METAMORPHOSIS PART FOUR: PUPA (COCOON)

Chapter Twenty-Three

Mari

Three Months Later - January

“Mari!” Clarissa calls out as she bursts through the front door of Pink Elephant tattoo studio. “It’s snowing!”

I look up from my sketch pad and through the glass window front of the studio. She’s not wrong. A stream of cyclists has their heads bent low against the messy onslaught of thick snowflakes, and the cars beside them have slowed to face it too, their wipers working busily. Automatically, I bury my neck a bit deeper inside the roll-neck crochet jumper I finished at the weekend.

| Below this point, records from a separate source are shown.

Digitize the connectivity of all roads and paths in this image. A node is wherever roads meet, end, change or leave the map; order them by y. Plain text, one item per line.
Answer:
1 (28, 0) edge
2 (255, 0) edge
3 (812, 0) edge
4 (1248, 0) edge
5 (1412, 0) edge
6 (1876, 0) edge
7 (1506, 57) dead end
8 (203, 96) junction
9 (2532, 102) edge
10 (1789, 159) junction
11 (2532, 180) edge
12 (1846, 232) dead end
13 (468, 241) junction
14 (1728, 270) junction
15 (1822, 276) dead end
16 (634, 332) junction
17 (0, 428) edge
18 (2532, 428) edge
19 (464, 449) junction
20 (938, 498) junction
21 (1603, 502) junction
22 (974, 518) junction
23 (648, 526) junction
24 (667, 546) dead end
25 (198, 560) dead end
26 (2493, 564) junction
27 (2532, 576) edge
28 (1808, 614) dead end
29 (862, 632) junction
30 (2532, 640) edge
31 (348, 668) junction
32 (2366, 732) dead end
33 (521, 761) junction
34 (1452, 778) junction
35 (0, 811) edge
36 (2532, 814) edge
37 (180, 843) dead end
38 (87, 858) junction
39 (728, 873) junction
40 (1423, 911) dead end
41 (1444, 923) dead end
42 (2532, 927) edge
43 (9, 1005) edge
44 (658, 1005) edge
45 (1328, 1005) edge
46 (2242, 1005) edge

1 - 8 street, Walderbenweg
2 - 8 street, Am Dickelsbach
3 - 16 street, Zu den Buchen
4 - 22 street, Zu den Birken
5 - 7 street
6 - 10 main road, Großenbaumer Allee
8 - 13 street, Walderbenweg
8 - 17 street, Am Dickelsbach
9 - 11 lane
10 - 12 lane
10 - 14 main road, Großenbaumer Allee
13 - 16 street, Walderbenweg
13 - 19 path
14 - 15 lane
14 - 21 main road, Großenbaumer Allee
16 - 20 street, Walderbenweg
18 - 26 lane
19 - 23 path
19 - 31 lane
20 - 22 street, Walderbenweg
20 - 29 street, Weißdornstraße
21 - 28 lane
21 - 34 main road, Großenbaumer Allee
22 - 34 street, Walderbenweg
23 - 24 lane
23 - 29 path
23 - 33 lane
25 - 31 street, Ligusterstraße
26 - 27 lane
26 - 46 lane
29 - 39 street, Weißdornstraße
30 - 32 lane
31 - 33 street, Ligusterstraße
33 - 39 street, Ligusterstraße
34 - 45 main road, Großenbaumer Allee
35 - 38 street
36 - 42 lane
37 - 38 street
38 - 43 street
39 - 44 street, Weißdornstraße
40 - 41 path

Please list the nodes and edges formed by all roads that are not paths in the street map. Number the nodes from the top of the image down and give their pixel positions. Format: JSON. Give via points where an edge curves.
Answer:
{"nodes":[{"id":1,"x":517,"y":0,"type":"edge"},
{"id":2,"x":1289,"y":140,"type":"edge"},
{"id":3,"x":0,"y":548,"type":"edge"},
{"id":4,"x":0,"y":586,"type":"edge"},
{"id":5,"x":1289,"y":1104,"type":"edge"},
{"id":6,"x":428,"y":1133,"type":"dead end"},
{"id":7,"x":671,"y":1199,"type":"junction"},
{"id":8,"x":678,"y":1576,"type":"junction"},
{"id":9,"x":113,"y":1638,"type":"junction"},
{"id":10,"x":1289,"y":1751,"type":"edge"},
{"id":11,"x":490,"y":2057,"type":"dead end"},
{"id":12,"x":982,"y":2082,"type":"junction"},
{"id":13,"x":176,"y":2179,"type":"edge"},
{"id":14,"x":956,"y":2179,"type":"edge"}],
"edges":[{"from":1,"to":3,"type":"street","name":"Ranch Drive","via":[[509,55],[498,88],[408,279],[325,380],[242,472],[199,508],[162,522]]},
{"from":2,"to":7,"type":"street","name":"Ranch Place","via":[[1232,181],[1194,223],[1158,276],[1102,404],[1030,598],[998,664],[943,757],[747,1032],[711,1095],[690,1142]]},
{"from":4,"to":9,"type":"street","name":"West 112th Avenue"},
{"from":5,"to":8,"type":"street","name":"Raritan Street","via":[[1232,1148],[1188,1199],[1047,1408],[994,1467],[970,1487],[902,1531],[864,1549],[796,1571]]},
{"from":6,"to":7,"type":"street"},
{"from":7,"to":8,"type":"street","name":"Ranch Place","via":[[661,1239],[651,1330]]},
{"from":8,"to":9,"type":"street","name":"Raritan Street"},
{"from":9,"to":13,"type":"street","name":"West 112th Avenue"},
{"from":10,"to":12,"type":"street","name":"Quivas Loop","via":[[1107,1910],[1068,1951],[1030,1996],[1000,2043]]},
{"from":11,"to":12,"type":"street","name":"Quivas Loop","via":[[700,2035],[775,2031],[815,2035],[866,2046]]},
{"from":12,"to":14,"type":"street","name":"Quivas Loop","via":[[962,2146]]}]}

“You’ll love Amsterdam in the snow,” Clarissa tells me, approaching me at the counter where we greet customers. My first appointment of the day is five minutes late, so I’m sketching to pass the time before I have to call them and tell them I have to charge them 50%. I should be used to that part of my job – informing no-shows of our booking policy – and I’ve learnt the Dutch think nothing of being direct with one another, but I still bristle at the idea of delivering bad news to somebody who got stuck in traffic or slept through their alarm.

“It’s so pretty,” Clarissa continues as she busies herself with the coffee machine. “Coffee?”

“No, thanks.” I point at my tea with my pencil.

“You’re very quiet today,” Clarissa says. “Everything okay?”

Is everything okay? In some ways, yes, everything is okay. More than okay. I have a job I love. I fall in love with Amsterdam more and more each day. I bought an old, rusty but sturdy bike, and I can nowride it without risking life and limb. I even find myself ringing my bell at tourists who stumble onto the bike path with their suitcases. I have a studio apartment in the bustling Baarsjes neighbourhood that I’ve turned into a warm and cosy space just for me. I’ve made some good friends through Pink Elephant, and some of my UK friends have come and visited in the last three months since I moved. My dads came over for my birthday weekend, and I went home for Christmas. Mum and Dove are planning on visiting in the summer. They constantly tell me they’re proud of me. I am proud of me. And yet…

I miss Roos. I think about her constantly.

I still hate Lex. And I think about xem far too much.

That’s the one problem with being here. I walk around this city expecting xem to pop up from somewhere and pull the rug from under my feet.

“Winter blues,” I say. And maybe there is some truth in that, too. Amsterdam is beautiful in the winter with its skeletal trees, inviting fireplaces roaring in brown bars, and festive lights that stay up long after Christmas, but it’s still cold and grey and dark, and the days feel criminally short.

“The snow will help with that,” Clarissa says. “If it settles.”

I look again outside. It’s coming down in thick sheets now. I guess this is probably why my client is late. I reach over for the tablet we share for bookings. “L Wilhelm”. I can’t tell what their gender is, but at least they’ve left me a phone number to call. Maybe I should check to see if they’re on their way.

“You really like snow, huh?” I ask Clarissa as I pick up my mug again and cradle it in my hands.

Clarissa gives me a look, her thick brown curls tossed over one shoulder. “I’m half-Colombian, half-Zambian – of course snow is exciting to me!”

I smile. Clarissa has good energy. She is fun to work with, and she doesn’t deserve my melancholy mood. I stretch out my neck, trying to ease some of the tension in my body.

“What time is your first client?” I ask.

“In half an hour,” Clarissa chirps over the whirring coffee machine. “Who else is in?”